July 26, 2015, marks the 25th anniversary of the Americans with Disabilities Act (ADA). I was present at the bill signing in 1990 when President George H. W. Bush announced, “With today’s signing of the landmark Americans [with] Disabilities Act every man, woman and child with a disability can now pass through once-closed doors into a bright new era of equality, freedom and independence.” These words launched a watershed moment for American civil rights.
This past Monday, I was honored to be invited back to the White House to celebrate the anniversary of the ADA. President Obama spoke about the accomplishments of this momentous civil rights legislation.  “Thanks to the ADA,” he said, “the places that comprise our shared American life – schools, workplaces, movie theaters, courthouses, buses, baseball stadiums, national parks – they truly belong to everyone.  Millions of Americans with disabilities have had the chance to develop their talents and make their unique contributions to the world.  And thanks to them, America is stronger and more vibrant; it is a better country because of the ADA.”
This civil rights milestone has improved the quality of life for more than 50 million Americans. Though it prohibits discrimination against individuals with disabilities in all areas of public life, including jobs, we are still grappling with economic inequality.
The dedication and work ethic of people with disabilities make them valuable employees.  However, these assets are often overlooked by employers.
It is this disparity that encourages me to discover more opportunities for qualified students with disabilities so that they may attain independence and professional fulfillment. I am happy to say that I am not alone in the trenches.

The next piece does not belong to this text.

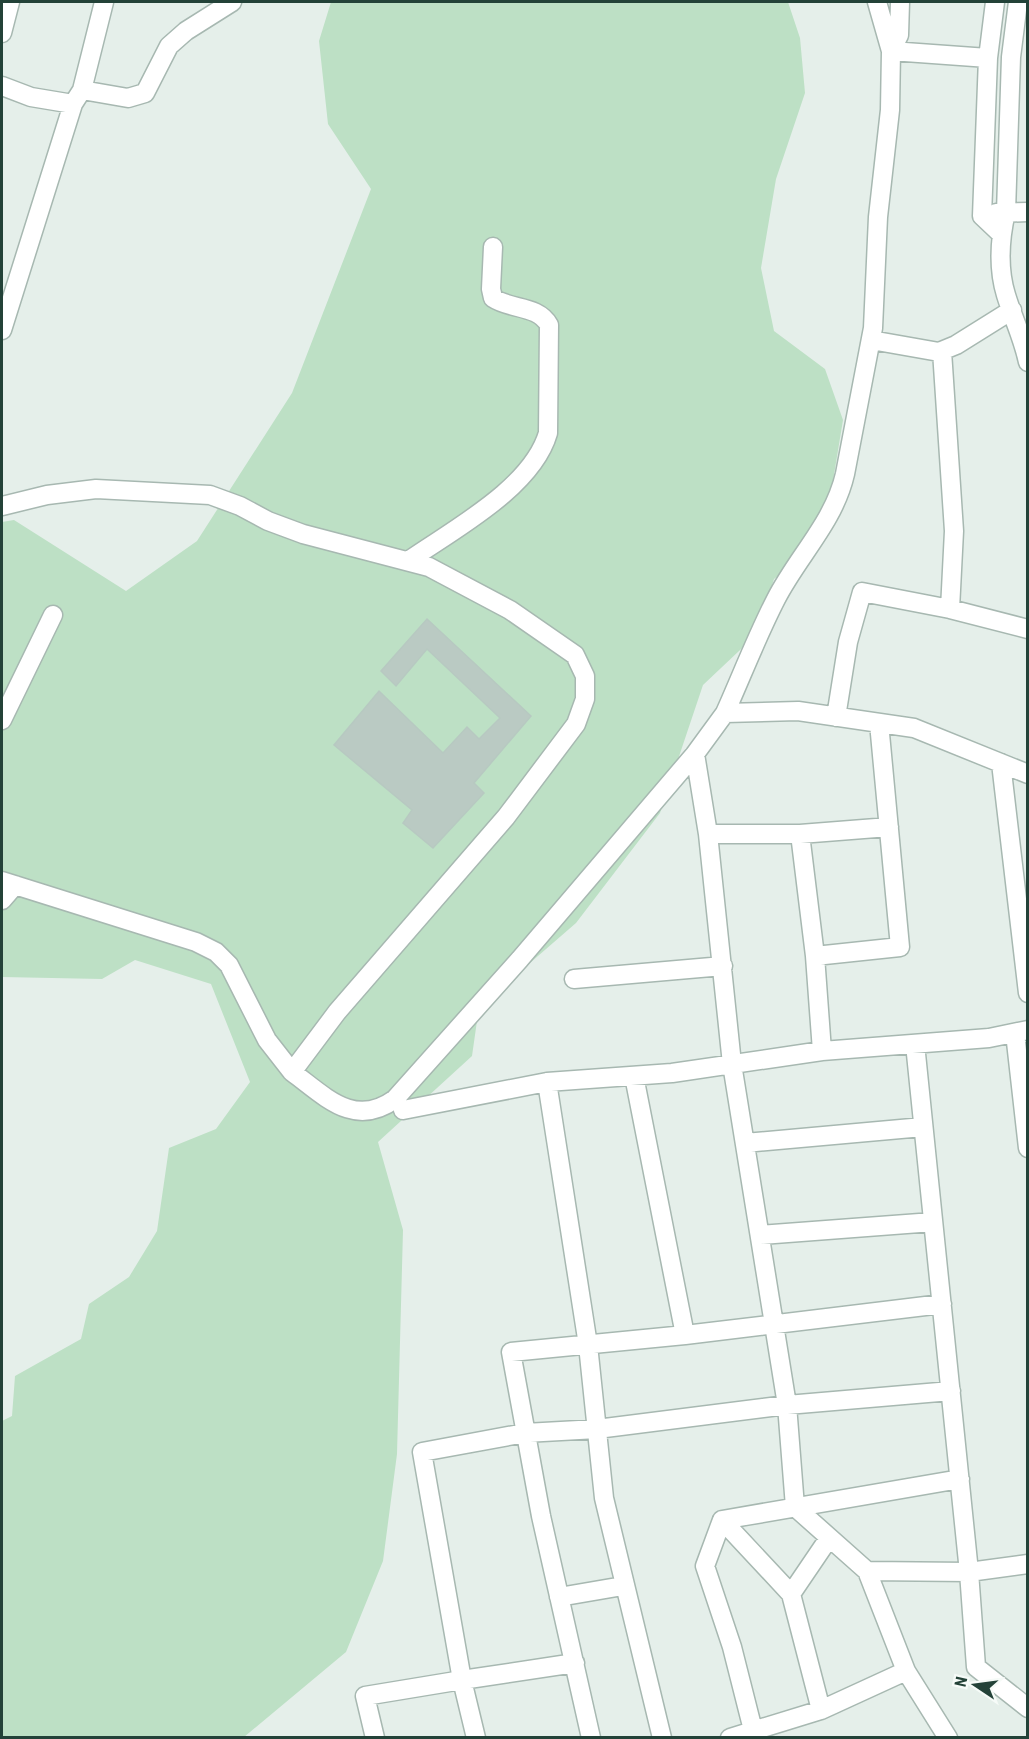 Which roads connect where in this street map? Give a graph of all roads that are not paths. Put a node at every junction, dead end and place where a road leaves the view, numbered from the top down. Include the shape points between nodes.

As a former Ball State University trustee and a current trustee of the Health and Hospital Corporation of Marion County, it is a privilege and a pleasure to introduce a partnership with these prestigious institutions at Eskenazi Health. The innovative Eskenazi Health Initiative for Empowerment and Economic Independence is a partnership with Ball State University’s Disability Project that places students with disabilities in paid internships in Indianapolis. Not only do these students gain valuable professional experience in their fields of study, they develop professional networks and relationships, which often lead to productive employment.
The program recently received support from Lilly Endowment to help it expand.  In addition, we have grown our list of partners with the addition of Emmis Communications, who is hosting a student with a disability for a summer internship.
As President Obama stated, “Days like the [anniversary of the ADA] are a celebration of our history.  But they’re also a chance to rededicate ourselves to the future – to address the injustices that still linger, to remove the barriers that remain.”

With the continued support of organizations, including the Lilly Endowment, the Lilly Foundation, and the Central Indiana Community Foundation (CICF), and efforts of our valued partners, our reach will grow to touch even more lives filled with promise and hope.  And with each individual dream fulfilled, we realize the power and possibilities of the ADA and America.